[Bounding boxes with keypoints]
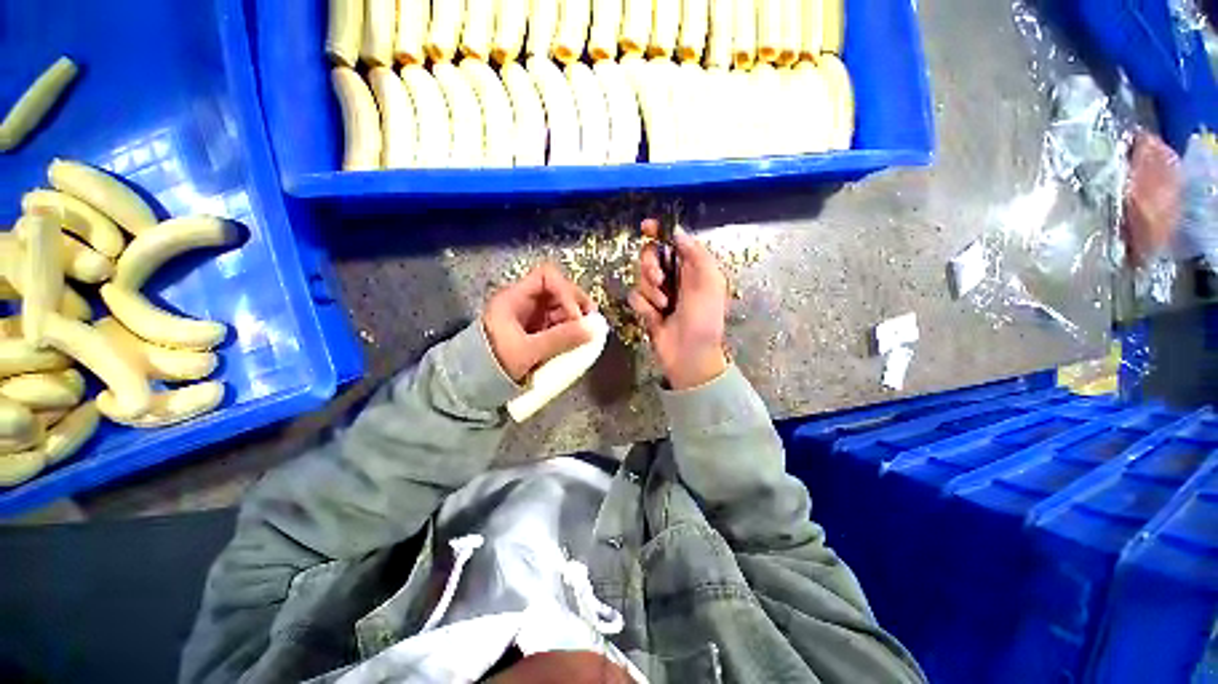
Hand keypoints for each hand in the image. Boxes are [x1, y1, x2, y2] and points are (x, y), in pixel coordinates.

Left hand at [483, 262, 595, 381]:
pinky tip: (577, 340)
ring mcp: (530, 316)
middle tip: (591, 321)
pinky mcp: (535, 331)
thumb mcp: (528, 351)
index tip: (576, 316)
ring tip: (586, 334)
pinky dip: (570, 329)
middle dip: (576, 304)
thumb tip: (592, 329)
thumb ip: (561, 339)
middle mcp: (524, 302)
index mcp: (514, 298)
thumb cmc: (495, 363)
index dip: (565, 291)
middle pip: (557, 290)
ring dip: (575, 318)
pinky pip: (558, 323)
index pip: (546, 277)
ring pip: (560, 307)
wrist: (474, 384)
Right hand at [628, 220, 728, 389]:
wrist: (690, 355)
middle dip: (651, 266)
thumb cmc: (704, 319)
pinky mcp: (646, 310)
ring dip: (651, 291)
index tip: (646, 227)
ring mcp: (658, 295)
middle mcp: (673, 278)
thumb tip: (678, 232)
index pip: (672, 242)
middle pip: (650, 257)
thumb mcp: (710, 283)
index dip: (659, 232)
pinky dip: (644, 307)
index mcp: (692, 269)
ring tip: (664, 306)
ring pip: (640, 278)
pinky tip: (655, 317)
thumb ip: (696, 254)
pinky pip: (635, 298)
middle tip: (660, 280)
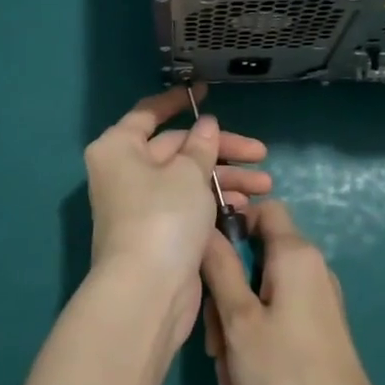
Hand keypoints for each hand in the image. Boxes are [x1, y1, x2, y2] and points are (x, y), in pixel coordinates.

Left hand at [85, 85, 270, 351]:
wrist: (147, 294)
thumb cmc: (163, 217)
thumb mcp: (188, 173)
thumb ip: (201, 145)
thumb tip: (205, 124)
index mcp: (120, 148)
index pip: (149, 113)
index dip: (178, 100)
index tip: (205, 91)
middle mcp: (126, 171)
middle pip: (178, 148)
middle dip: (221, 151)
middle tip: (260, 153)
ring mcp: (142, 204)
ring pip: (188, 178)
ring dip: (226, 179)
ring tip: (264, 186)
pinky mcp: (160, 232)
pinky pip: (190, 205)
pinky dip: (215, 203)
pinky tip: (246, 208)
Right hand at [201, 200, 384, 384]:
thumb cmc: (286, 376)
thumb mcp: (239, 320)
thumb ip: (220, 268)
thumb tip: (205, 227)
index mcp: (296, 255)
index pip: (264, 209)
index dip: (231, 221)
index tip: (203, 254)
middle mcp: (310, 270)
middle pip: (256, 258)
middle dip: (225, 293)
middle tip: (211, 339)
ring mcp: (316, 303)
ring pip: (260, 296)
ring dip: (235, 329)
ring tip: (227, 374)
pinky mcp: (317, 333)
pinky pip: (275, 321)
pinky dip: (255, 345)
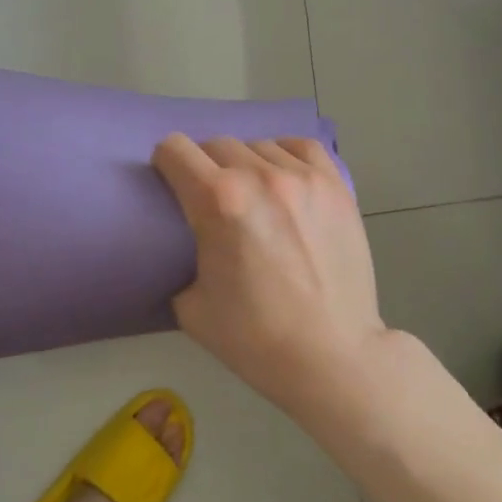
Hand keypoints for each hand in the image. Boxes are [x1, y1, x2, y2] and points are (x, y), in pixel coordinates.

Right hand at [151, 133, 389, 413]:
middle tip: (210, 199)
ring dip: (245, 165)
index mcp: (218, 201)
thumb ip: (180, 261)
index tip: (169, 183)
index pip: (174, 150)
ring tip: (253, 196)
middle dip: (203, 166)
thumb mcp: (190, 306)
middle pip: (215, 144)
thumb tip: (188, 244)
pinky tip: (284, 180)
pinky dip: (285, 157)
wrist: (332, 357)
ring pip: (258, 145)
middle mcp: (259, 177)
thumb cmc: (256, 339)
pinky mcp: (336, 186)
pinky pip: (302, 147)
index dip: (164, 164)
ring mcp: (304, 178)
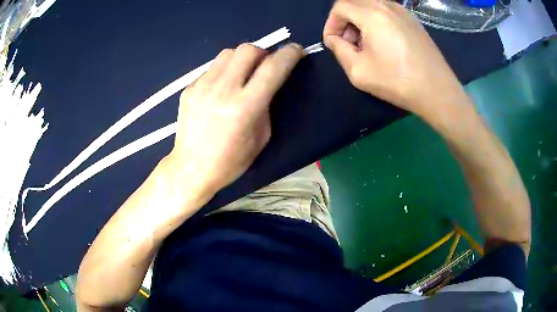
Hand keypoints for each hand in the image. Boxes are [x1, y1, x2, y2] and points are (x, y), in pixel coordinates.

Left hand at [166, 43, 303, 196]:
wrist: (191, 168)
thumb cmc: (231, 161)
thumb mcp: (261, 137)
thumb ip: (267, 105)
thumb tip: (267, 84)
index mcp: (245, 107)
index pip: (273, 67)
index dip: (289, 54)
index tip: (296, 51)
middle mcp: (223, 90)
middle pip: (248, 49)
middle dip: (263, 53)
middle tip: (265, 67)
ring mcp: (202, 86)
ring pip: (228, 53)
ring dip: (242, 59)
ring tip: (242, 75)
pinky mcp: (189, 88)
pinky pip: (212, 67)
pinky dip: (224, 71)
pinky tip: (221, 89)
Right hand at [323, 0, 468, 117]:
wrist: (437, 91)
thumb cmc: (398, 82)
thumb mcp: (358, 71)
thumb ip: (339, 49)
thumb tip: (334, 39)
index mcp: (372, 14)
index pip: (340, 7)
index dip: (331, 23)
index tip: (334, 43)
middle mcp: (387, 5)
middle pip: (354, 2)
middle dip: (345, 20)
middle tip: (350, 43)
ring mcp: (403, 11)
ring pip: (370, 5)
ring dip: (361, 20)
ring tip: (367, 44)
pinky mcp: (413, 20)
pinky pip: (386, 11)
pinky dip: (377, 21)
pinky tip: (384, 42)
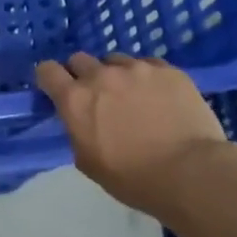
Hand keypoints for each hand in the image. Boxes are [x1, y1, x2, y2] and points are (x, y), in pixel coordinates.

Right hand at [35, 53, 231, 217]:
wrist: (190, 172)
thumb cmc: (132, 177)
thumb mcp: (87, 161)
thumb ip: (77, 131)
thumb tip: (82, 121)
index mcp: (75, 100)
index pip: (47, 70)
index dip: (49, 79)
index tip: (56, 90)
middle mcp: (101, 76)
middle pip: (80, 59)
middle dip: (82, 75)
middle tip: (96, 97)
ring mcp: (137, 69)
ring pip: (116, 60)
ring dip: (116, 74)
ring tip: (132, 96)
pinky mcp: (169, 70)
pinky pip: (148, 65)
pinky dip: (147, 77)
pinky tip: (158, 96)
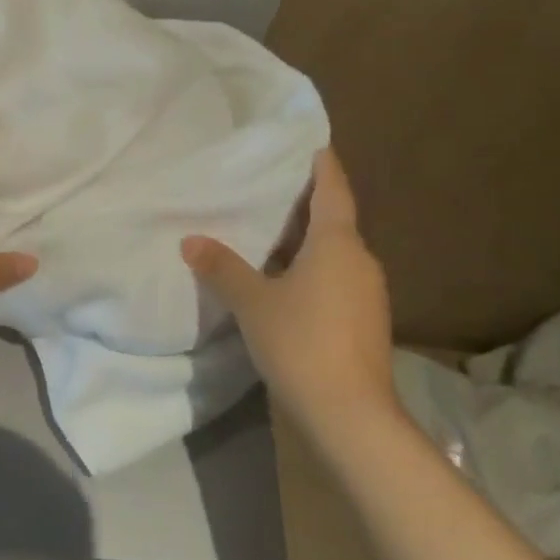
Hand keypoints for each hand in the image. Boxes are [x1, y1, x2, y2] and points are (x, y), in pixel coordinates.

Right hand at [182, 147, 398, 437]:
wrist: (351, 416)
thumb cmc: (301, 342)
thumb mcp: (253, 302)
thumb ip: (222, 267)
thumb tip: (190, 240)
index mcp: (338, 243)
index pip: (333, 189)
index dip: (323, 165)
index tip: (314, 144)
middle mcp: (361, 260)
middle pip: (335, 221)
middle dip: (306, 206)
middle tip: (271, 190)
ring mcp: (369, 294)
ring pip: (336, 254)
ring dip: (308, 242)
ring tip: (271, 235)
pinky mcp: (367, 322)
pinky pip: (338, 279)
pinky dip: (315, 271)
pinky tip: (287, 283)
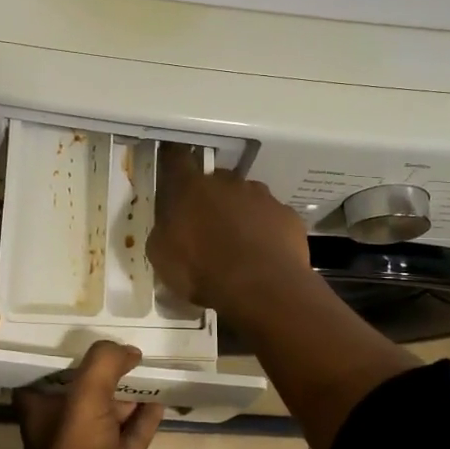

**Activity:** Return each line of the data where the word "Right" appears.

**Written solution:**
Right hand at [628, 220, 728, 389]:
Right hand at [201, 200, 384, 384]:
Right hand at [151, 133, 389, 413]:
Right hand at [323, 0, 468, 117]:
Right hand at [35, 53, 231, 217]:
Right hand at [182, 147, 398, 437]:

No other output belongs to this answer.